Microsoft war vor vielen Jahren an dem Punkt angelangt, das japanische Traditionsunternehmen SEGA zu kaufen, um eine gemeinsame Konsole zu entwickeln. Der Grund: man wollte Sonys PlayStation die Stirn bieten.

Doch das Vorhaben scheiterte an Bill Gates, der daran zweifelte, dass SEGA wirklich genügend Potential besitzt, um gegen die PlayStation anzukommen. Also nahm Microsoft selbst den Mut zusammen und erschuf die Xbox, um gegen Sony anzutreten. Laut Microsoft-Manager Joachim Kempin gab es damals einige Gespräche, die aber eher ins Leere verliefen, da SEGA ein "spezieller Fall" gewesen sei.

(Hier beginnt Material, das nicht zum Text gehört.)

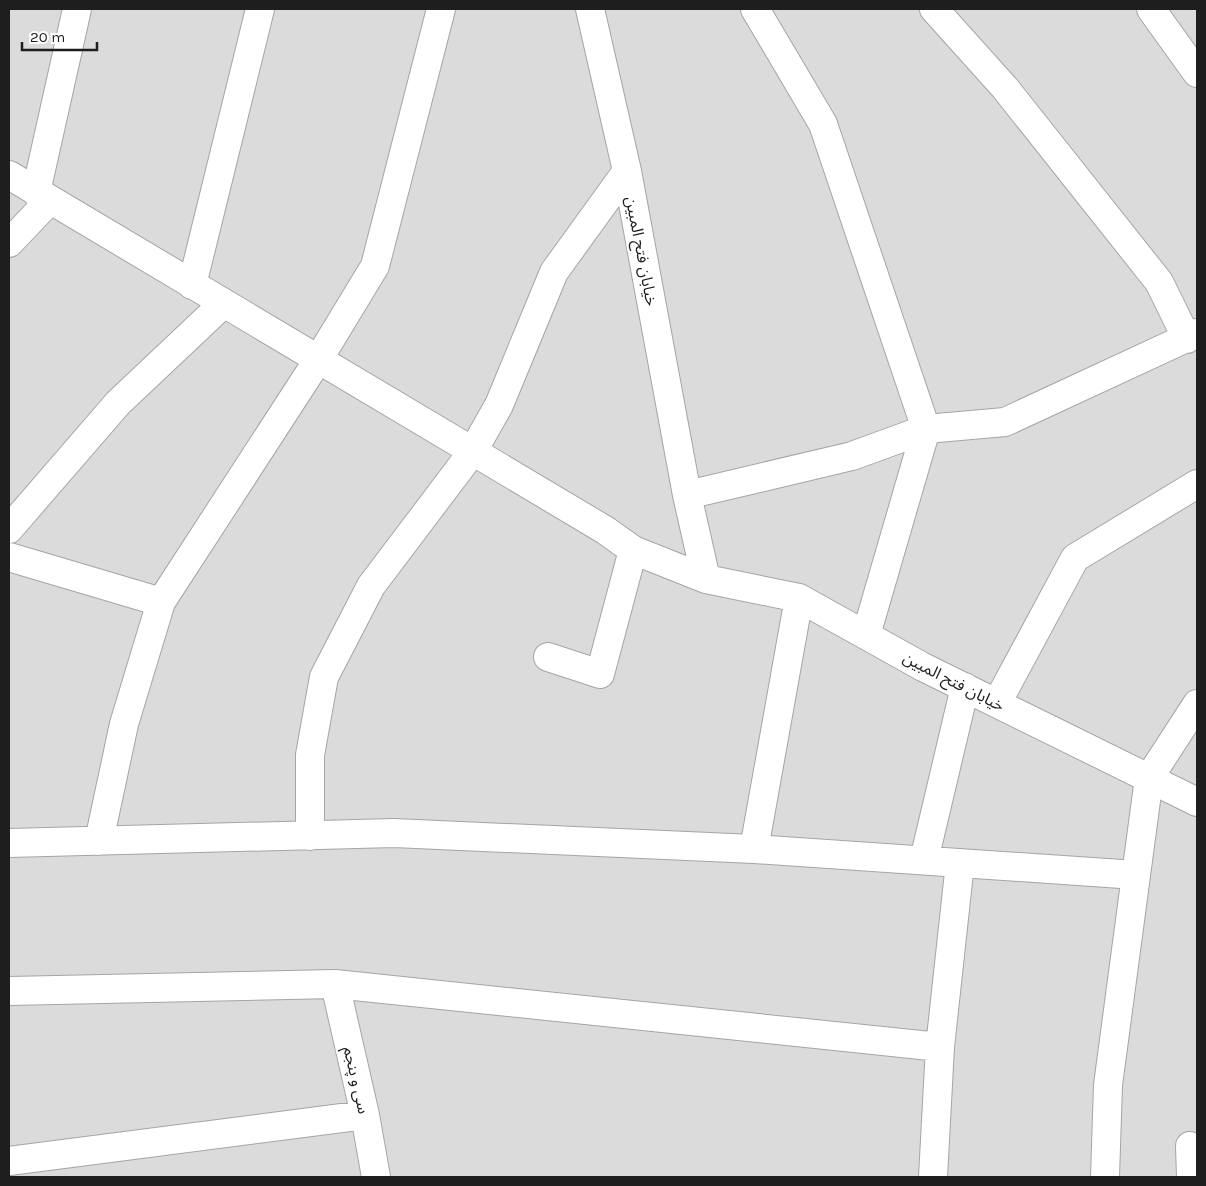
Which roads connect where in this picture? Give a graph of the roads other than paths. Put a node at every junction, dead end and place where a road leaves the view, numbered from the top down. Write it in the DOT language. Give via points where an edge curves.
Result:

Außerdem sagte er: "Es ging ständig um Sony und Nintendo, richtig? Und Nintendo hatte damals einige finanzielle Probleme, und dann kam Sony mit der PlayStation und 'bang'! Sie hoben ab und jeder wurde zurückgelassen."

Sogar über den Kauf von Nintendo dachte Microsoft nacht. Bill Gates sagte vor 11 Jahren: "Wenn (Mehrheitsaktionär) Hiroshi Yamauchi mich anruft, bekommt er mich sofort an die Strippe." Gates würde sofort ein Angebot umgehen, wenn denn überhaupt eine Verkaufsbereitschaft bestehe. Aber auch das funktionierte nicht.